The key to PennantPark's success -- in case the company's full name didn't already give it away -- is that 100% of its $906.3 million debt-securities portfolio sports variable rates. The Federal Reserve just undertook its most aggressive rate-hiking cycle in four decades. These cumulative rate hikes since March 2022 have increased PennantPark's weighted average yield on debt investments by 520 basis points.
Furthermore, PennantPark's management team has done a truly phenomenal job of protecting the company's invested assets. The average investment size spanning 131 companies is just $8.1 million, and 99.99% of the company's debt securities are first-lien secured. First-lien secured debt holders are at the front of the line for repayment in the event that a borrower seeks bankruptcy protection.
Altria Group: 9.39% yield
The last of the safest high-yield dividend stocks to buy for 2024 is none other than tobacco juggernaut Altria Group (MO -1.44%). Altria has raised its payout 58 times over the past 54 years, which makes it a true Dividend King.
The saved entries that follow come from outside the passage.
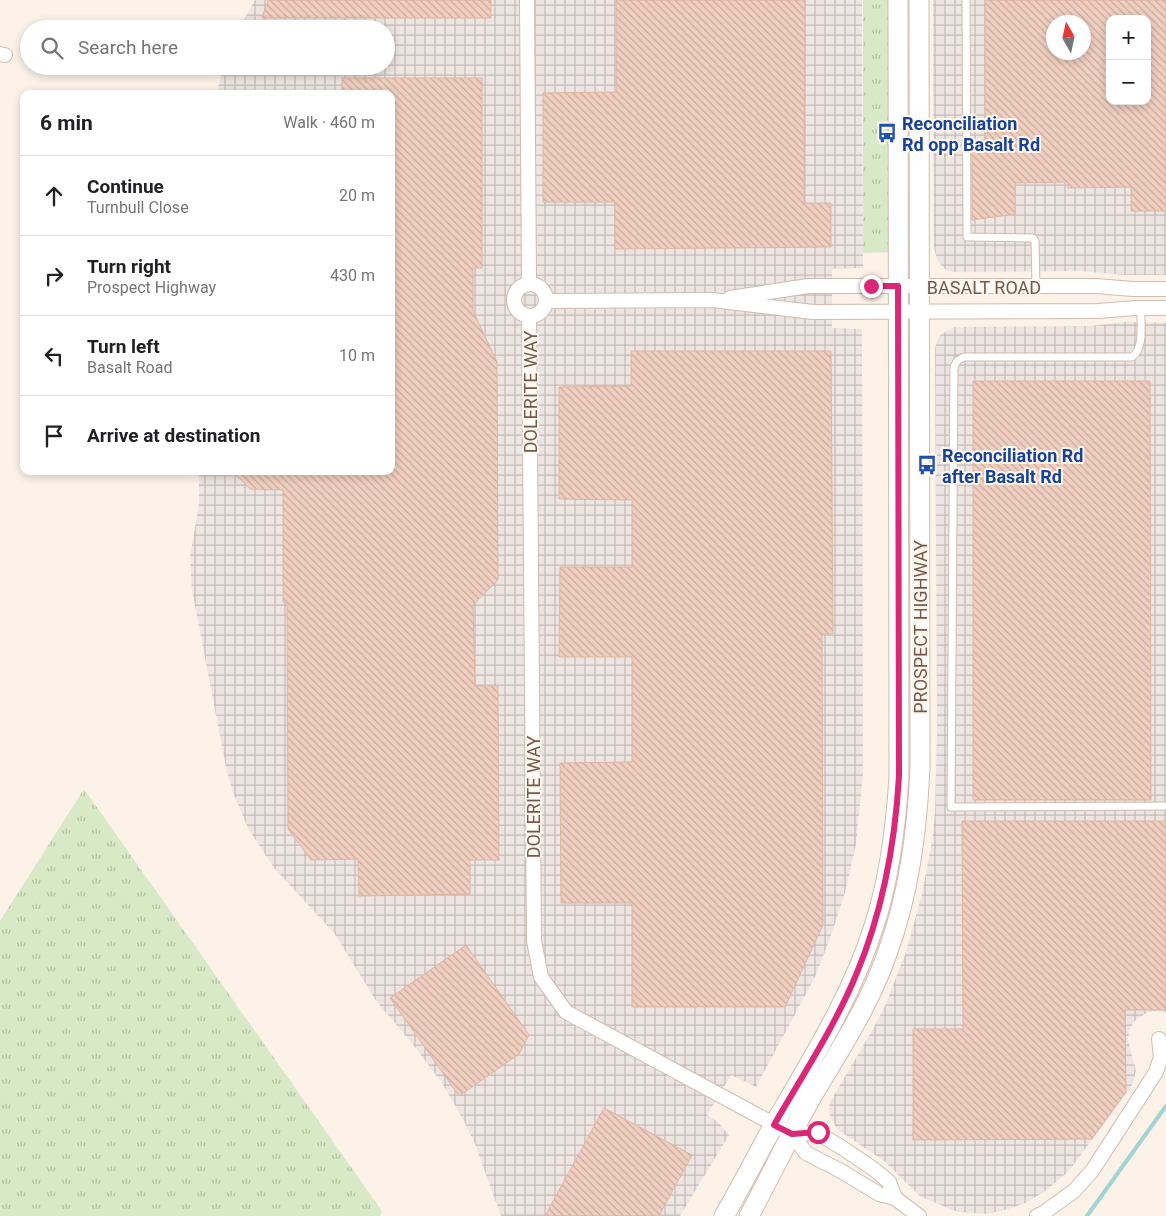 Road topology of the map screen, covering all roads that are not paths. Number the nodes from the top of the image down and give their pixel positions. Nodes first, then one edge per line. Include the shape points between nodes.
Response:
1 (527, 0) edge
2 (898, 0) edge
3 (919, 0) edge
4 (966, 0) edge
5 (529, 284) junction
6 (898, 286) junction
7 (1036, 286) junction
8 (919, 287) junction
9 (1166, 289) edge
10 (712, 300) junction
11 (546, 301) junction
12 (1141, 308) junction
13 (1166, 308) edge
14 (919, 311) junction
15 (898, 312) junction
16 (529, 316) junction
17 (1166, 806) edge
18 (1159, 1039) dead end
19 (774, 1125) junction
20 (792, 1134) junction
21 (895, 1198) junction
22 (724, 1216) edge
23 (749, 1216) edge
24 (919, 1216) edge
25 (1037, 1216) edge

1 - 5 street
2 - 6 main road, PROSPECT HIGHWAY
3 - 8 main road, PROSPECT HIGHWAY
4 - 7 lane via 967,237 1033,238
5 - 11 street via 540,286
5 - 16 street via 519,288 514,297 516,308
6 - 8 street, BASALT ROAD
6 - 10 street, BASALT ROAD via 808,286
6 - 15 main road, PROSPECT HIGHWAY
7 - 8 street, BASALT ROAD
7 - 9 street, BASALT ROAD
8 - 14 main road, PROSPECT HIGHWAY
10 - 11 street, BASALT ROAD
10 - 15 street, BASALT ROAD via 813,312
11 - 16 street via 539,314
12 - 13 street, BASALT ROAD
12 - 14 street, BASALT ROAD
12 - 17 lane via 1140,347 1132,357 964,357 954,367 951,807
14 - 15 street, BASALT ROAD
14 - 20 main road, PROSPECT HIGHWAY via 920,768 913,851 893,938 875,985
15 - 19 main road, PROSPECT HIGHWAY via 899,776 893,845 879,910 856,976
16 - 19 street, DOLERITE WAY via 534,942 541,978 566,1012
18 - 25 street via 1161,1057 1156,1072 1092,1171 1074,1190
19 - 20 street, DOLERITE WAY
19 - 22 main road, PROSPECT HIGHWAY
20 - 21 street via 806,1153 879,1194
20 - 21 street via 818,1132 844,1148 889,1182
20 - 23 main road, PROSPECT HIGHWAY
21 - 24 street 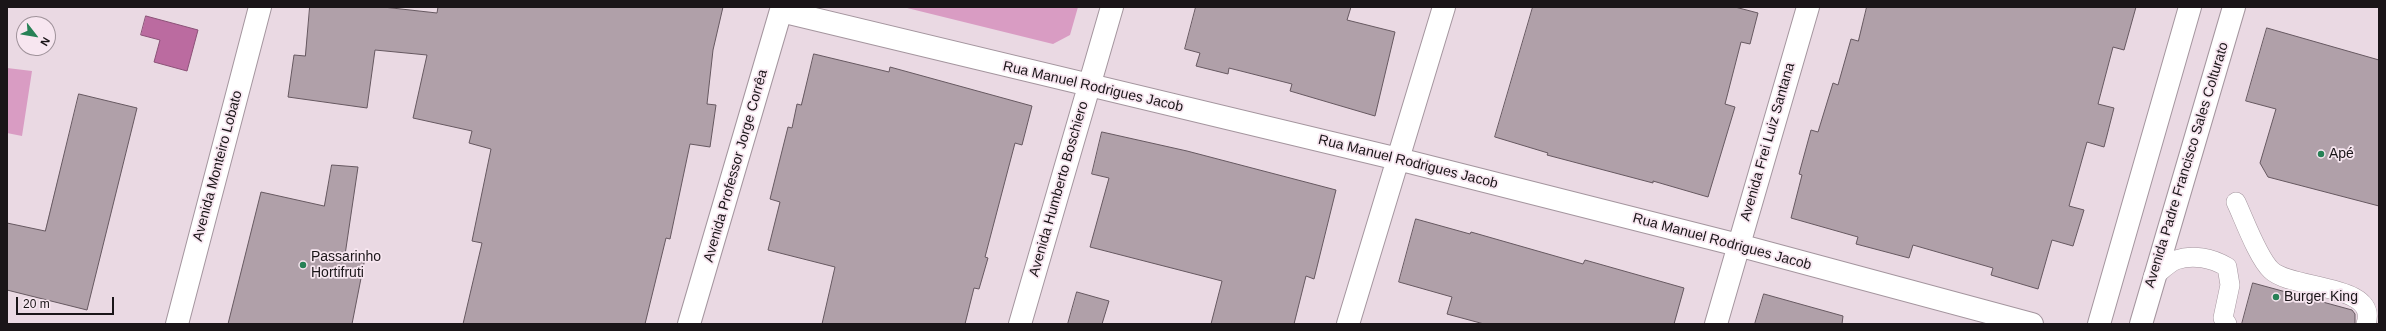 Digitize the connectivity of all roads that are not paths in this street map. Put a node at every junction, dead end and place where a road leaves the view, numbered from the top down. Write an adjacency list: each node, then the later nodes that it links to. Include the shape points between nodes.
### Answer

The clear problem for Altria and its peers is that consumers have wised up about the potential dangers of long-term tobacco use. Since the mid-1960s, adult cigarette smoking rates in the U.S. have fallen from around 42% to just 11.5%, as of 2021. A shrinking pool of potential customers has led to modest declines in aggregate cigarette shipments for Altria.
However, Altria Group has exceptional pricing power in its corner. Tobacco products contain nicotine, an addictive chemical. The strong desire to continue using tobacco products has allowed Altria to pass along price hikes that often outweigh any decline in cigarette shipments. It also doesn't hurt that premium brand Marlboro accounts for more than 42% of retail cigarette share, which makes raising prices relatively easy.
Altria Group is also looking beyond its traditional tobacco lines and shifting its sales toward smokeless products. For instance, it completed the acquisition of electronic-vapor company NJOY Holdings for $2.75 billion in early June. NJOY has received a half-dozen marketing granted orders (MGOs) from the U.S. Food and Drug Administration for its products and devices. These MGOs grant NJOY the right to keep its items on retail shelves. The vast majority of e-vapor companies lack MGOs.
Similar to Verizon, Altria Group's forward-year price-to-earnings ratio of 8 provides a safe floor, with plenty of upside for long-term, income-seeking investors.